My professional interest kicked in. Who were these women and girls? I knew who they were—the future wives and mothers of the southwest. Kate Begley was, among other things, the broker of the next generation.
13
As a consequence of my fight, she told me, Miss Begley changed her plans; she decided not to stay Saturday night in Killarney. With no more than a quick introduction to the two young Americans, she arranged for a hackney driver to take her back home. She insisted that I go with her. En route she sat as far away as she could from me in the back of the car and spoke not at all. I, dabbing my split lip, feeling the sore bumps on my head, speculated that she might have been disgusted.
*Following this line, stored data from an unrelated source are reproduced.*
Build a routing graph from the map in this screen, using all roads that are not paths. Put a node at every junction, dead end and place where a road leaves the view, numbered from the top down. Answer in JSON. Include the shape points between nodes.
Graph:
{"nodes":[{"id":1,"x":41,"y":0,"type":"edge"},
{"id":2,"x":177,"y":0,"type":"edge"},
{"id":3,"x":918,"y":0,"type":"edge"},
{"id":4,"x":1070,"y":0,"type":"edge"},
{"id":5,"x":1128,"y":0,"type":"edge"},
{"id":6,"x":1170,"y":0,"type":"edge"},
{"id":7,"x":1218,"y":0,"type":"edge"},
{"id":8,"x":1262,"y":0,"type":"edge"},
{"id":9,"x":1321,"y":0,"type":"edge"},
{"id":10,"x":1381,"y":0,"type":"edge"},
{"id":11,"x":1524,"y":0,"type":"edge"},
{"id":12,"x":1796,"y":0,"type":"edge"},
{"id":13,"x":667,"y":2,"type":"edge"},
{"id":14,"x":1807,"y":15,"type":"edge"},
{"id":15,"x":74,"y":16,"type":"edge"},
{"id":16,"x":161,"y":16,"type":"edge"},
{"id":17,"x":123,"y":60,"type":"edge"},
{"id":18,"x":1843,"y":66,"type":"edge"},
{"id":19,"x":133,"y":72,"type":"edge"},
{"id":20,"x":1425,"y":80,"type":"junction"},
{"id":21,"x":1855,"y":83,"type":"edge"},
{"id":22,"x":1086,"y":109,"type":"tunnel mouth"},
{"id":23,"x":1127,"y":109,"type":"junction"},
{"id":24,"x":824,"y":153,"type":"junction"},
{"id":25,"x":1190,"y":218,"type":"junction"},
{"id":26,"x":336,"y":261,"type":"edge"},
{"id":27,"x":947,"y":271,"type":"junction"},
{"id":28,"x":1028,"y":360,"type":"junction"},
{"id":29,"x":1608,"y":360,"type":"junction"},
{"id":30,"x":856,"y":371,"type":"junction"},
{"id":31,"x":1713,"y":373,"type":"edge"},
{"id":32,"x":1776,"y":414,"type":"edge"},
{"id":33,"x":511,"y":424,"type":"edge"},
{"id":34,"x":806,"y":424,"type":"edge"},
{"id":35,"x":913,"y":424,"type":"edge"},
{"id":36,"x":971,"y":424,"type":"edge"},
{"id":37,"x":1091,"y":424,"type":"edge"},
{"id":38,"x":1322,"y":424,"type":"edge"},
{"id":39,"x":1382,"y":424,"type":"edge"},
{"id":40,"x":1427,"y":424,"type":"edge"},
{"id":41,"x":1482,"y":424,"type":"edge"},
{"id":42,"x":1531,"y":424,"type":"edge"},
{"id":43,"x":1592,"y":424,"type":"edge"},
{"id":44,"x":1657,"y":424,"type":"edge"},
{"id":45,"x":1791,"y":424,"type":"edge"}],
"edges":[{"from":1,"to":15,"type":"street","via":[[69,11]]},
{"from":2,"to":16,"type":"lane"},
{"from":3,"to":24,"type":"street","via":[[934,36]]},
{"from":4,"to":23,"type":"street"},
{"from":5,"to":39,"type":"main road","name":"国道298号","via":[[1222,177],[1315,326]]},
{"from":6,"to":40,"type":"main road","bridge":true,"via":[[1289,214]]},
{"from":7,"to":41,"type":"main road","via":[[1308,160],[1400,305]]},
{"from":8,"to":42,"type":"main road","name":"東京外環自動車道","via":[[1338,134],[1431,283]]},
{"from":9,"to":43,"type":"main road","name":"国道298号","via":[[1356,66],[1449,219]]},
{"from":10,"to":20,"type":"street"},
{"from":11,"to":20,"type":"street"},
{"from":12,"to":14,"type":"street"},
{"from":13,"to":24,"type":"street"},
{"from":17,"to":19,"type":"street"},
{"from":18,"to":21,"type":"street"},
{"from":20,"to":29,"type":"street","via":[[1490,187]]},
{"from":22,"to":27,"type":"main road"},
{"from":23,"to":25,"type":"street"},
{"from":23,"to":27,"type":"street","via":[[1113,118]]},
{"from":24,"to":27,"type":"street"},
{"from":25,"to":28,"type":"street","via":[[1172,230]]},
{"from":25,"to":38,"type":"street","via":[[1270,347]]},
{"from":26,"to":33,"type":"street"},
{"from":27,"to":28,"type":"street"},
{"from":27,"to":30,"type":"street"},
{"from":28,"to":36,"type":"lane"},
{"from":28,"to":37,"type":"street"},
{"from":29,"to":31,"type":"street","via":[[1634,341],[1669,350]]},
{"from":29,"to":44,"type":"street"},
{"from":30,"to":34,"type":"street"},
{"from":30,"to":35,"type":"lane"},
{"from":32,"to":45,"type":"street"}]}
Dawn had almost broken on the coast. As the hackney clattered and rattled away back down the lane, Miss Begley halted at the door and didn’t lift the latch. She laid a hand on my arm and a finger to her lips. And then I heard what she was hearing: the ocean.
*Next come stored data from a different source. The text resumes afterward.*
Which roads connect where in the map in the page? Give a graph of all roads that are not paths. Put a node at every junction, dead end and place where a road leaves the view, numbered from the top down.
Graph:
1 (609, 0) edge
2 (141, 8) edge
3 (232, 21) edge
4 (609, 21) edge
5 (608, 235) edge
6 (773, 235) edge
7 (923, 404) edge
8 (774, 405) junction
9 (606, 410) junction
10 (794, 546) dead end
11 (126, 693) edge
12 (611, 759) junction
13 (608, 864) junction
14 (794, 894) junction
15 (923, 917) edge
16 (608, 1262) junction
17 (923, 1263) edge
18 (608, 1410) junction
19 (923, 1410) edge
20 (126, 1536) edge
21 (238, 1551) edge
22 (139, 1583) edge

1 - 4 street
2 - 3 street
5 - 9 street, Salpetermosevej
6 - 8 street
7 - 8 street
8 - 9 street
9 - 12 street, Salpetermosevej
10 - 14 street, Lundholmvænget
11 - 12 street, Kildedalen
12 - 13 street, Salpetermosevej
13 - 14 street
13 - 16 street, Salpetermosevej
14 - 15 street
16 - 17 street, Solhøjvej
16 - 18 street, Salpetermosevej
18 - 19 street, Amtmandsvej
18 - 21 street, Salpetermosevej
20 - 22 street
We stood there for long minutes, amid the beating and shushing noises, with now and then a seabird’s call. When she stepped forward on the little plateau outside the house, I followed. A low sea-mist had draped the coast in a long gray stole. Above its shoulders, offshore and inshore, I could see the hundreds of scattered rocky outposts, fragments of the ancient mainland.
Maybe it’s the pure vision of hindsight, but I swear the ocean at that moment represented something. My personal history had left me charged up by words such as destiny and fate and I began to feel as though I were standing on the edge of something else enormous, something that would prove as far beyond my control as the white breakers below.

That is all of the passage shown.